Setelah kejadian itu, saya merasa masih ada begitu banyak orang yang memberi perhatian dan peduli. Selama ini saya tak peka. Pada sore itu saya berpikir tak seorang pun boleh mengizinkan pikirannya mengatakan bahwa ia hidup dalam kesendirian dan tak ada yang memedulikan.
Kalaupun saya tak berpasangan, kalaupun saudara sekandung saya tinggal begitu jauhnya, kalaupun saya ini seorang yatim piatu, kalaupun penyakit dan masalah datang tanpa henti menghantam, Tuhan itu tak pernah membiarkan saya sendiri. Ia memberikan saya teman dan orang- orang tak dikenal yang menaruh perhatian.

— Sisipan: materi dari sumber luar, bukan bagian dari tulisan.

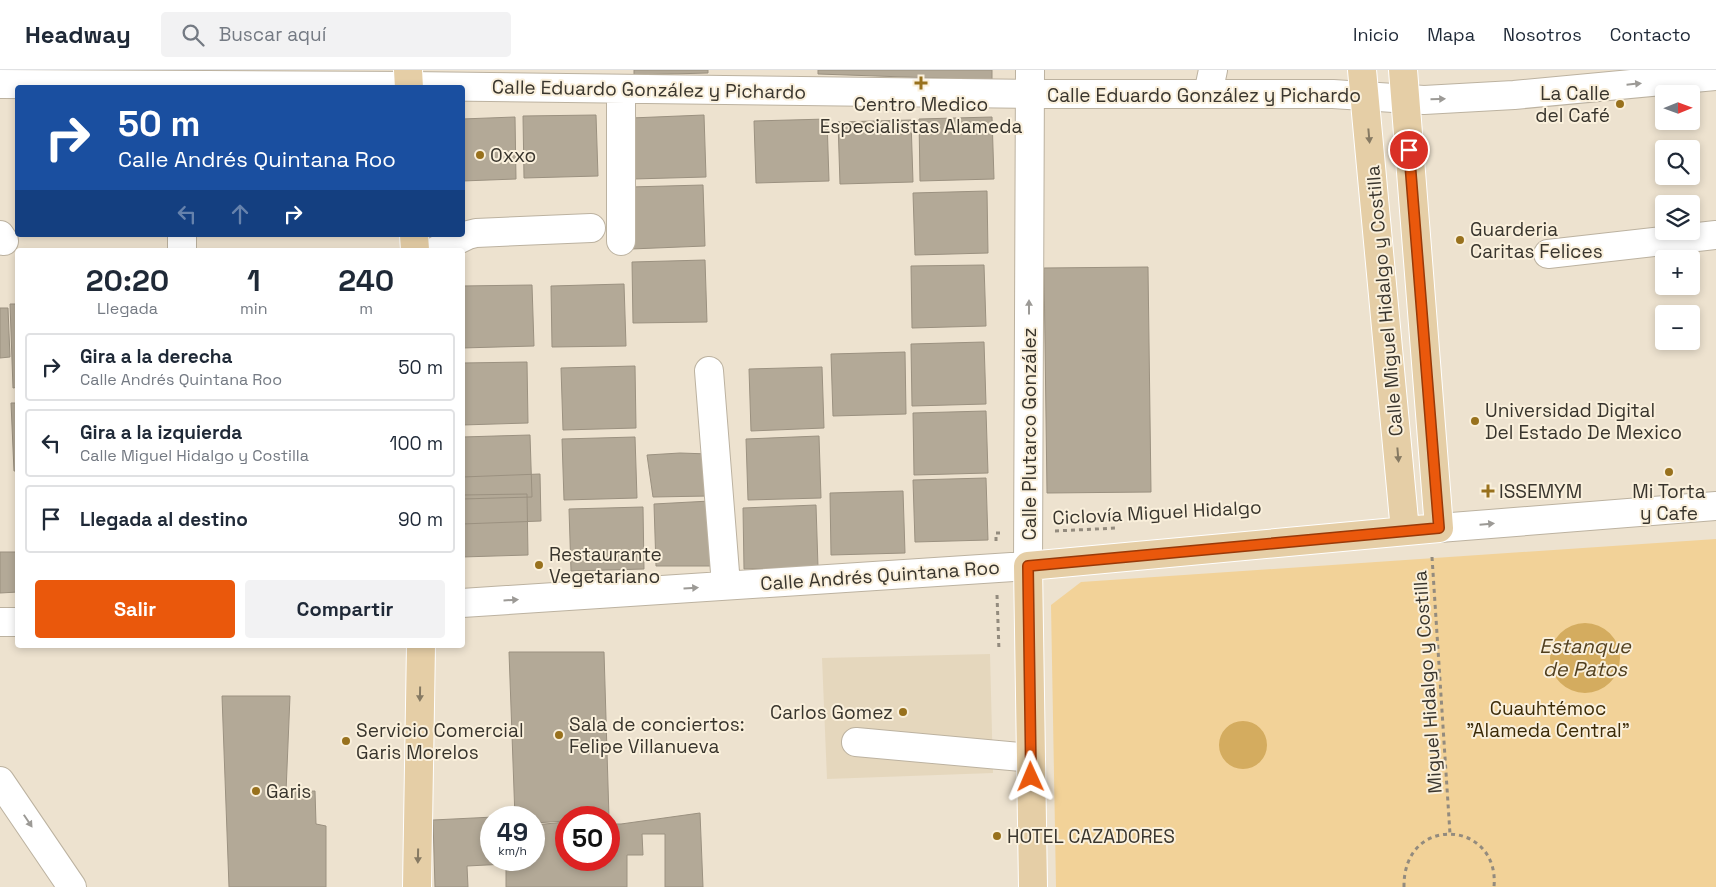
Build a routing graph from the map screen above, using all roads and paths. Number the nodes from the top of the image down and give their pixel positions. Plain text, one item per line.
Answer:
1 (1403, 70) edge
2 (1716, 76) edge
3 (9, 80) edge
4 (409, 81) edge
5 (1030, 82) edge
6 (1211, 82) edge
7 (1364, 82) edge
8 (131, 85) edge
9 (256, 85) edge
10 (621, 89) junction
11 (1406, 99) junction
12 (591, 228) dead end
13 (1716, 235) edge
14 (465, 236) edge
15 (464, 237) edge
16 (621, 242) dead end
17 (441, 248) edge
18 (1548, 254) dead end
19 (709, 372) dead end
20 (1716, 506) edge
21 (1117, 528) dead end
22 (1425, 529) junction
23 (1028, 532) junction
24 (1028, 566) junction
25 (996, 568) junction
26 (726, 585) junction
27 (465, 603) edge
28 (0, 622) edge
29 (15, 622) edge
30 (421, 648) edge
31 (999, 657) dead end
32 (856, 742) dead end
33 (1031, 758) junction
34 (0, 781) edge
35 (1450, 834) junction
36 (72, 887) edge
37 (417, 887) edge
38 (1033, 887) edge
39 (1404, 887) edge
40 (1494, 887) edge

1 - 11 main road, Calle Miguel Hidalgo y Costilla
11 -> 2 street, Calle Eduardo González y Pichardo
3 - 8 street, Calle Eduardo González y Pichardo
4 - 9 street, Calle Eduardo González y Pichardo
4 - 10 street, Calle Eduardo González y Pichardo
5 - 6 street, Calle Eduardo González y Pichardo
5 - 10 street, Calle Eduardo González y Pichardo
23 -> 5 street, Calle Plutarco González
6 - 7 street, Calle Eduardo González y Pichardo
7 - 11 street, Calle Eduardo González y Pichardo
7 -> 22 main road, Calle Miguel Hidalgo y Costilla
10 - 16 street
11 - 22 main road, Calle Miguel Hidalgo y Costilla
12 - 14 street
13 - 18 street
15 - 17 street
19 - 26 street
22 -> 20 street, Calle Andrés Quintana Roo
21 - 23 path, Ciclovía Miguel Hidalgo
22 - 24 main road, Calle Andrés Quintana Roo
22 - 35 path, Miguel Hidalgo y Costilla
23 - 24 street, Calle Plutarco González
23 - 25 path, Ciclovía Miguel Hidalgo
24 - 25 street, Calle Andrés Quintana Roo
24 - 33 main road, Calle Plutarco González
25 - 26 street, Calle Andrés Quintana Roo
25 - 31 path, Ciclovía Miguel Hidalgo
27 -> 26 street, Calle Andrés Quintana Roo
28 - 29 street
30 -> 37 main road
32 - 33 street
33 - 38 main road, Calle Plutarco González
34 -> 36 street
35 - 39 path
35 - 40 path

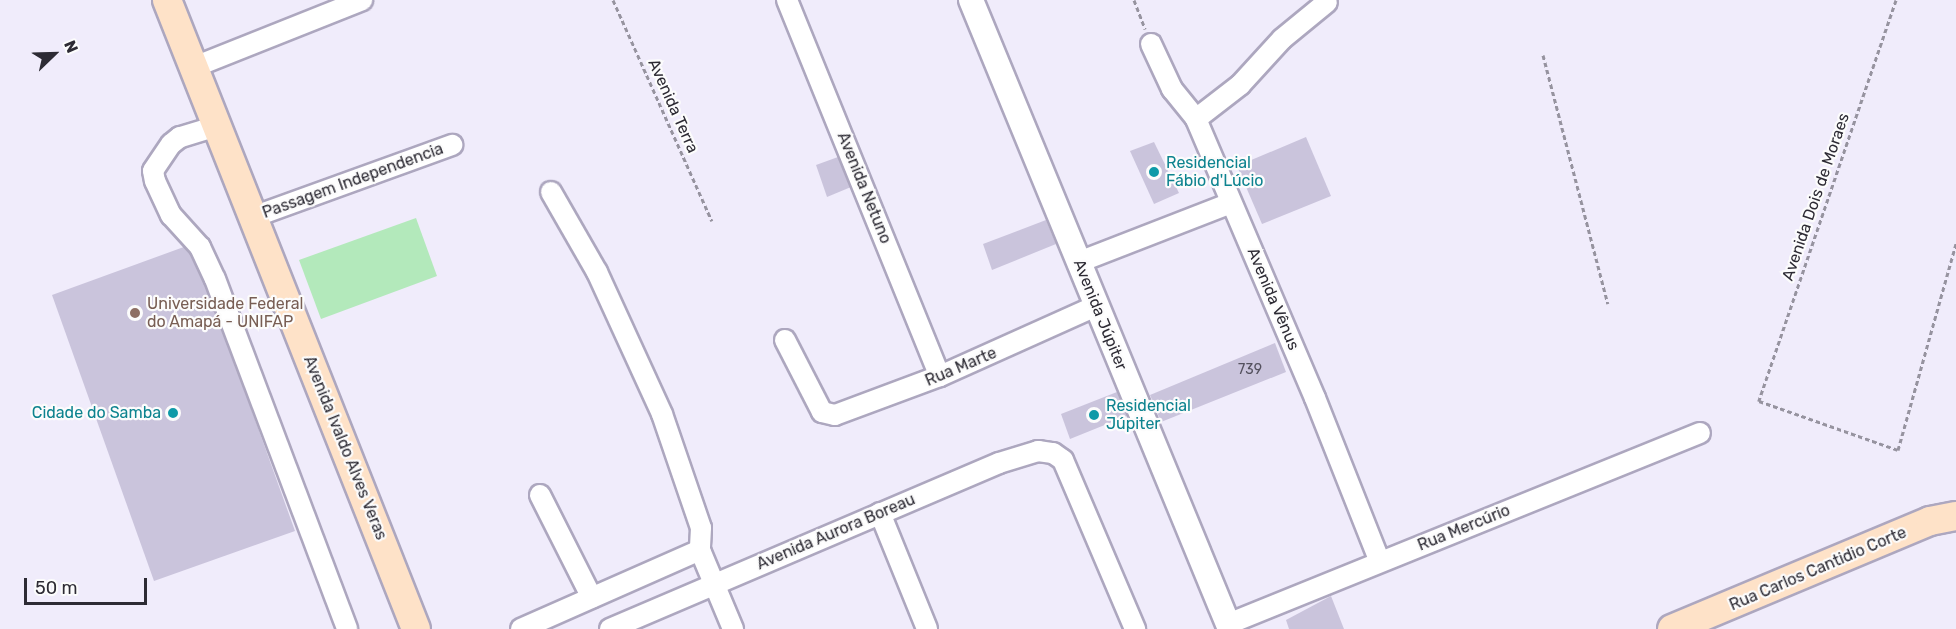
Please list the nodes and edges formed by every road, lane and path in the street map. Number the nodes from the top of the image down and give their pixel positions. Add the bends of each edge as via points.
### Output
1 (167, 0) edge
2 (362, 0) edge
3 (613, 0) edge
4 (787, 0) edge
5 (970, 0) edge
6 (1134, 0) edge
7 (1896, 0) edge
8 (1327, 2) dead end
9 (1151, 44) joint
10 (1543, 55) dead end
11 (194, 67) junction
12 (1196, 119) junction
13 (217, 126) junction
14 (452, 145) dead end
15 (551, 192) dead end
16 (1231, 202) junction
17 (253, 218) junction
18 (712, 221) dead end
19 (1956, 243) edge
20 (1079, 262) junction
21 (1608, 304) dead end
22 (1096, 306) junction
23 (785, 340) dead end
24 (940, 376) junction
25 (1700, 433) dead end
26 (540, 495) dead end
27 (880, 513) junction
28 (1943, 519) edge
29 (700, 550) junction
30 (1380, 562) junction
31 (714, 585) junction
32 (592, 598) junction
33 (1229, 626) edge
34 (526, 628) edge
35 (347, 629) edge
36 (416, 629) edge
37 (610, 629) edge
38 (733, 629) edge
39 (927, 629) edge
40 (1135, 629) edge
41 (1672, 629) edge

1 - 11 main road, Avenida Ivaldo Alves Veras
2 - 11 street
3 - 18 path, Avenida Terra
4 - 24 street, Avenida Netuno
5 - 20 street, Avenida Júpiter
6 - 9 path
7 - 19 path, Avenida Dois de Moraes via 1759,401 1898,450
8 - 12 street via 1282,39 1240,85
9 - 12 street, Avenida Vênus via 1172,89
10 - 21 path
11 - 13 main road, Avenida Ivaldo Alves Veras
12 - 16 street, Avenida Vênus
13 - 17 main road, Avenida Ivaldo Alves Veras
13 - 35 street via 180,137 171,144 153,171 155,181 171,215 200,247 215,279
14 - 17 street, Passagem Independencia
15 - 29 street via 597,272 662,414 701,528
16 - 20 street
16 - 30 street, Avenida Vênus
17 - 36 main road, Avenida Ivaldo Alves Veras
20 - 22 street, Avenida Júpiter
22 - 24 street, Rua Marte
22 - 33 street, Avenida Júpiter
23 - 24 street, Rua Marte via 822,412 840,414
25 - 30 street, Rua Mercúrio
26 - 32 street
27 - 31 street, Avenida Aurora Boreau
27 - 39 street
27 - 40 street, Avenida Aurora Boreau via 1022,455 1053,453 1063,460
28 - 41 main road, Rua Carlos Cantidio Corte
29 - 31 street
29 - 32 street
30 - 33 street, Rua Mercúrio
31 - 37 street, Avenida Aurora Boreau
31 - 38 street
32 - 34 street

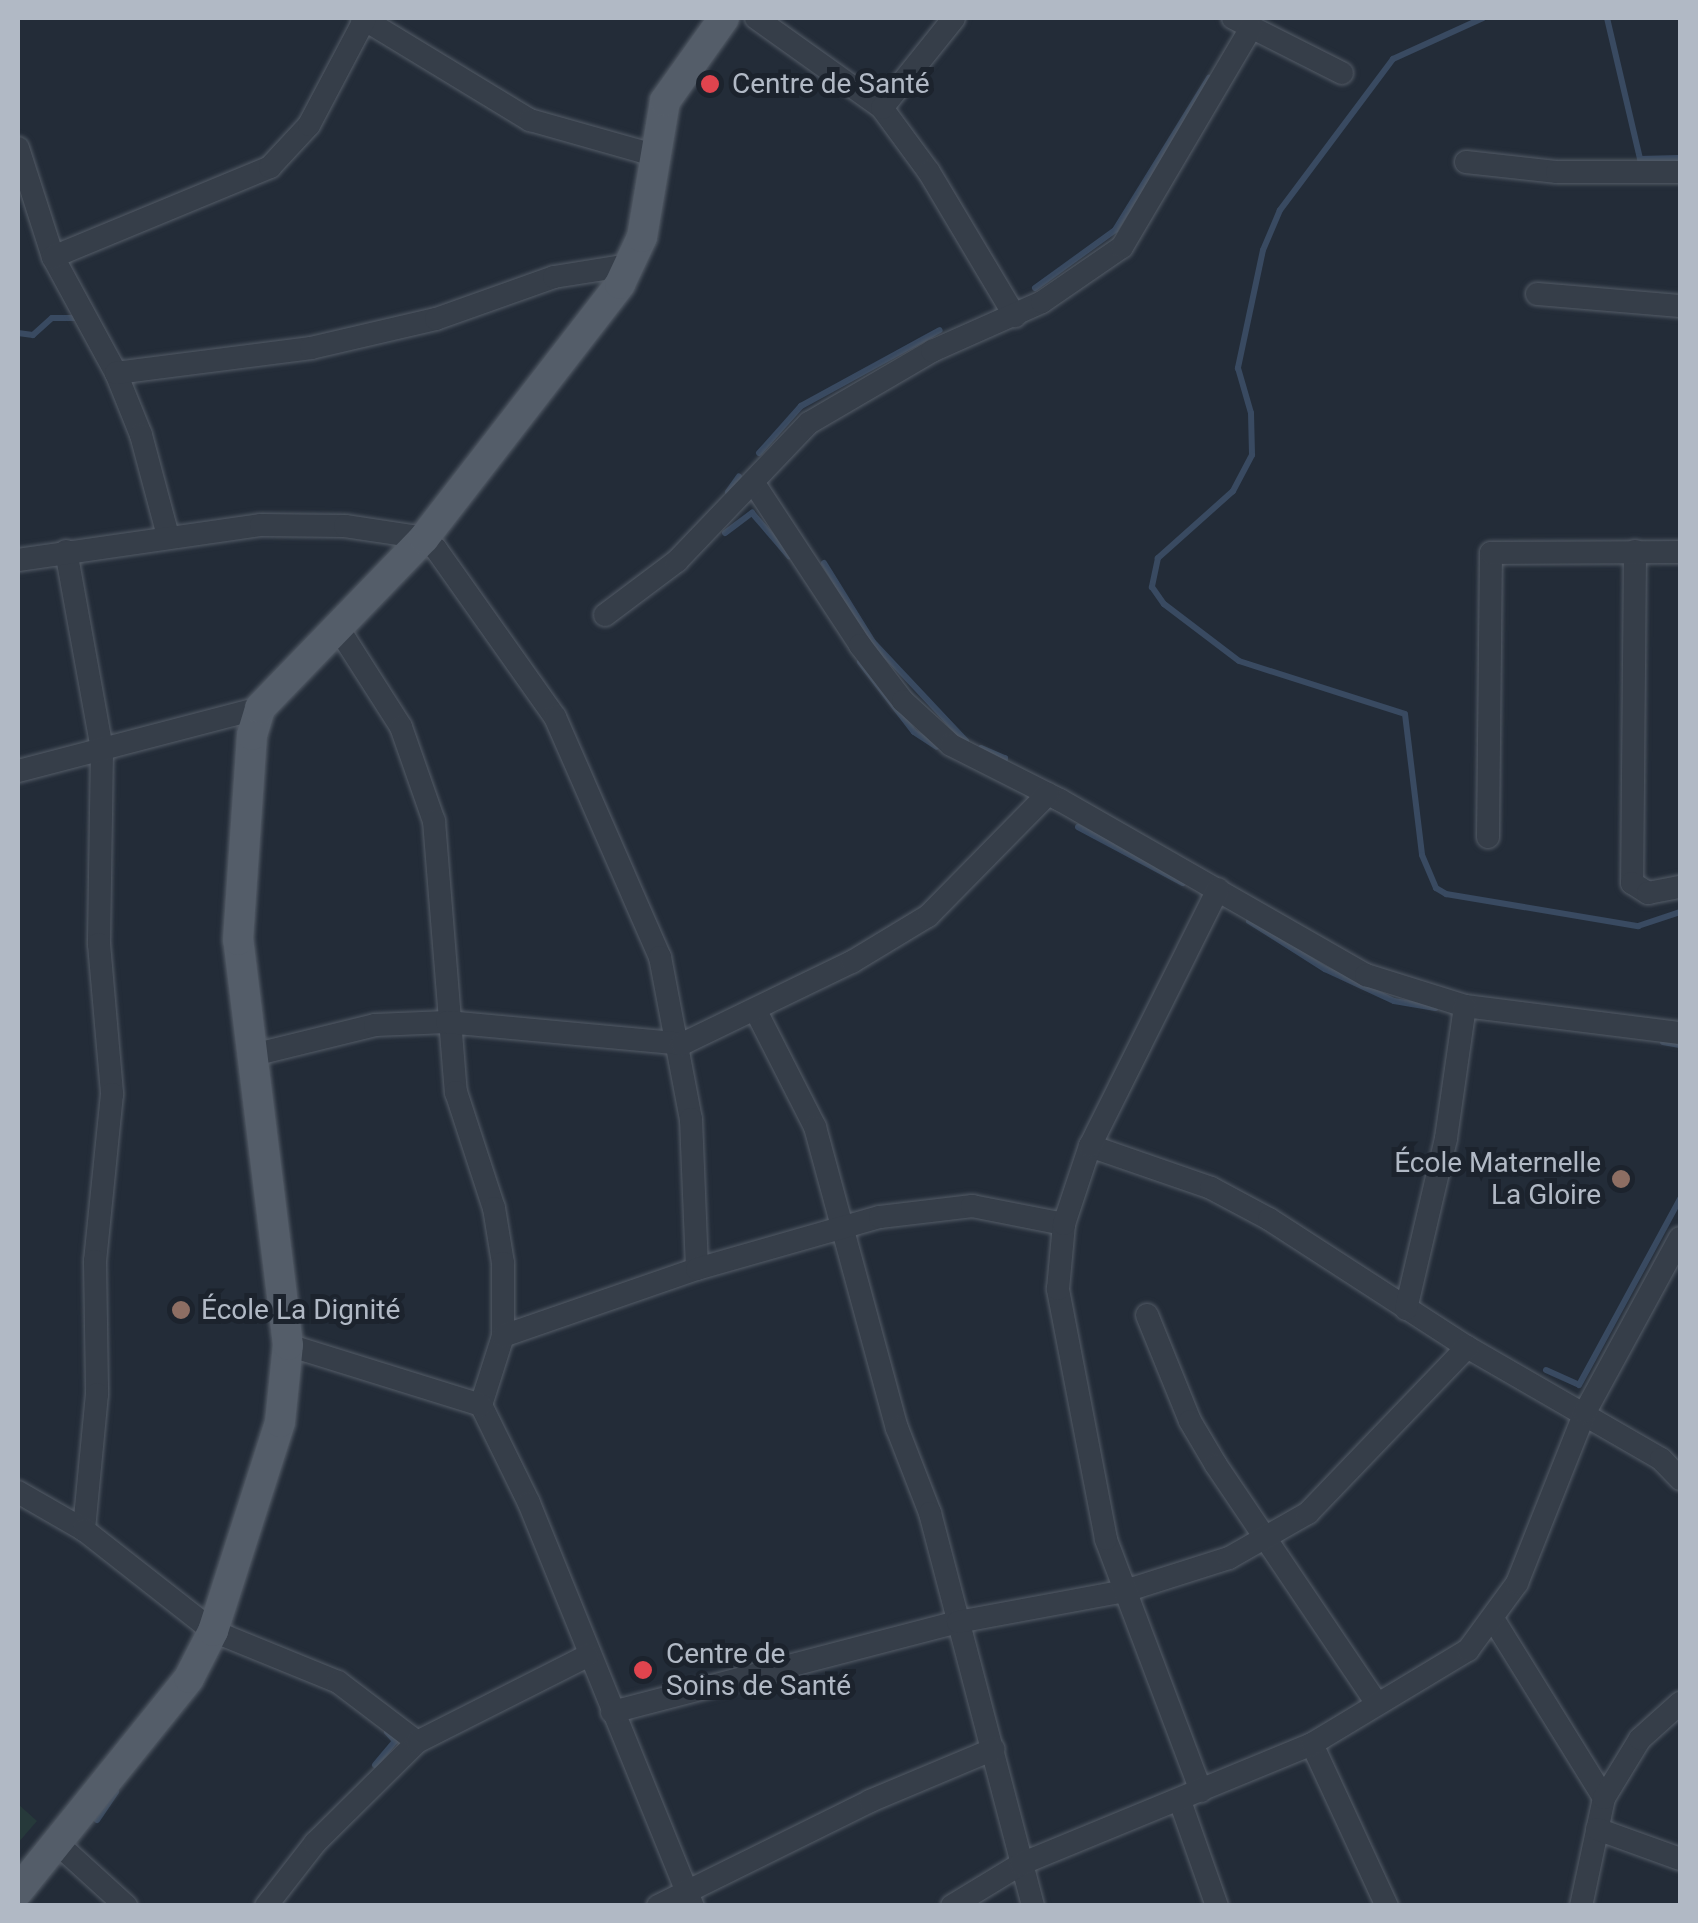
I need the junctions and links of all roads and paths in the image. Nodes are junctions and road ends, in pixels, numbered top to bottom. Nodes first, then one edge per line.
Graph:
1 (364, 18) edge
2 (724, 18) edge
3 (756, 18) edge
4 (954, 18) edge
5 (1242, 22) edge
6 (1342, 73) dead end
7 (882, 108) junction
8 (18, 148) edge
9 (654, 155) junction
10 (1466, 162) dead end
11 (1680, 172) edge
12 (53, 257) junction
13 (630, 265) junction
14 (1537, 294) dead end
15 (1680, 306) edge
16 (1015, 316) junction
17 (116, 373) junction
18 (755, 485) junction
19 (168, 536) junction
20 (424, 538) junction
21 (66, 551) junction
22 (1635, 552) junction
23 (1680, 552) edge
24 (18, 560) edge
25 (604, 615) dead end
26 (338, 628) junction
27 (260, 708) junction
28 (102, 750) junction
29 (18, 771) edge
30 (1048, 794) junction
31 (1488, 837) dead end
32 (1680, 887) edge
33 (1218, 889) junction
34 (1465, 1006) junction
35 (756, 1011) junction
36 (447, 1022) junction
37 (1680, 1032) edge
38 (682, 1044) junction
39 (248, 1056) junction
40 (1090, 1146) junction
41 (1064, 1224) junction
42 (846, 1226) junction
43 (1680, 1238) edge
44 (697, 1269) junction
45 (1406, 1310) junction
46 (1148, 1316) dead end
47 (503, 1336) junction
48 (288, 1345) junction
49 (1467, 1347) junction
50 (481, 1405) junction
51 (1586, 1412) junction
52 (1680, 1479) edge
53 (18, 1492) edge
54 (84, 1530) junction
55 (1262, 1542) junction
56 (1124, 1591) junction
57 (958, 1622) junction
58 (1494, 1622) junction
59 (213, 1632) junction
60 (586, 1656) junction
61 (1680, 1703) edge
62 (1377, 1704) junction
63 (612, 1712) junction
64 (417, 1742) junction
65 (1312, 1744) junction
66 (994, 1750) junction
67 (1190, 1796) junction
68 (1604, 1798) junction
69 (1598, 1829) junction
70 (59, 1844) junction
71 (1680, 1859) edge
72 (1020, 1864) junction
73 (18, 1890) edge
74 (688, 1899) edge
75 (126, 1906) edge
76 (266, 1906) edge
77 (658, 1906) edge
78 (952, 1906) edge
79 (1033, 1906) edge
80 (1218, 1906) edge
81 (1387, 1906) edge
82 (1580, 1906) edge

1 - 9 street
1 - 12 street
2 - 9 main road
3 - 7 street
4 - 7 street
5 - 6 street
5 - 16 street
7 - 16 street
8 - 12 street
9 - 13 main road
10 - 11 street
12 - 17 street
13 - 17 street
13 - 20 main road
14 - 15 street
16 - 18 street
17 - 19 street
18 - 25 street
18 - 30 street
19 - 20 street
19 - 21 street
20 - 26 main road
20 - 38 street
21 - 24 street
21 - 28 street
22 - 23 street
22 - 31 street
22 - 32 street
26 - 27 main road
26 - 36 street
27 - 28 street
27 - 39 main road
28 - 29 street
28 - 54 street
30 - 33 street
30 - 35 street
33 - 34 street
33 - 40 street
34 - 37 street
34 - 45 street
35 - 38 street
35 - 42 street
36 - 38 street
36 - 39 street
36 - 47 street
38 - 44 street
39 - 48 main road
40 - 41 street
40 - 45 street
41 - 42 street
41 - 56 street
42 - 44 street
42 - 57 street
43 - 51 street
44 - 47 street
45 - 49 street
46 - 55 street
47 - 50 street
48 - 50 street
48 - 59 main road
49 - 51 street
49 - 55 street
50 - 60 street
51 - 52 street
51 - 58 street
53 - 54 street
54 - 59 street
55 - 56 street
55 - 62 street
56 - 57 street
56 - 67 street
57 - 63 street
57 - 66 street
58 - 62 street
58 - 68 street
59 - 64 street
59 - 70 main road
60 - 63 street
60 - 64 street
61 - 68 street
62 - 65 street
63 - 74 street
64 - 76 street
65 - 67 street
65 - 81 street
66 - 72 street
66 - 74 street
67 - 72 street
67 - 80 street
68 - 69 street
69 - 71 street
69 - 82 street
70 - 73 main road
70 - 75 street
72 - 78 street
72 - 79 street
74 - 77 street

Perhatian yang mungkin durasinya hanya sekian detik saat tangan suster memegang bahu saya, sekian detik dari sebuah ucapan dan doa seorang sopir taksi. Tetapi, sekian detik yang sangat berharga yang seperti siraman air yang memberi semangat nyata bahwa saya tak pernah dibiarkan dalam kesendirian.
Setelah kejadian itu, pekerjaan rumah saya adalah meningkatkan kepekaan saya akan kebutuhan orang lain, bahkan orang-orang yang tak saya kenal. Bukan hanya melalui doa, melainkan dalam perbuatan yang nyata, sekalipun sederhana. Saya tak pernah terpikir melakukan perbuatan sederhana seperti apa yang dilakukan sopir taksi dan suster itu. Sebuah tindakan sederhana yang membuat orang merasa tak sendiri.
Pekerjaan rumah saya adalah belajar melatih melihat kebutuhan orang lain untuk memberikan sesuatu yang meringankan, yang membuat mereka tak merasa sendiri dan terbuang. Pekerjaan rumah saya adalah belajar peka melihat bahwa ada orang mengasihi saya meski jumlahnya mungkin bisa dihitung dengan jari.
Pagi ini saat saya sedang membuat tulisan ini, seorang teman mengirim pesan sederhana. ”How are you feeling today.” Ia hanya mengirim pesan untuk menanyakan keadaan saya dan memberi tahu ia baru saja membelikan vitamin yang saya butuhkan.
Setelah membaca pesan itu, saya berkata dalam hati, bagaimana saya bisa mengatakan bahwa hidup saya begitu kesepian dan tak ada orang yang mengasihi saya hanya karena saya tidak berpasangan, hanya karena sudah lajang bertahun lamanya? Bagaimana saya bisa sampai tak cukup peka untuk menyadari bahwa saya tak pernah ditinggalkan.
Hari ini, saya mau menantang Anda, perbuatan sekian detik apakah yang telah Anda lakukan untuk seseorang sehingga membuatnya tak merasa sendiri? Kapan terakhir Anda mengirim pesan singkat yang sekian detik hanya untuk menanyakan keadaan seseorang? Kapan terakhir Anda mendoakan mereka? Kapan?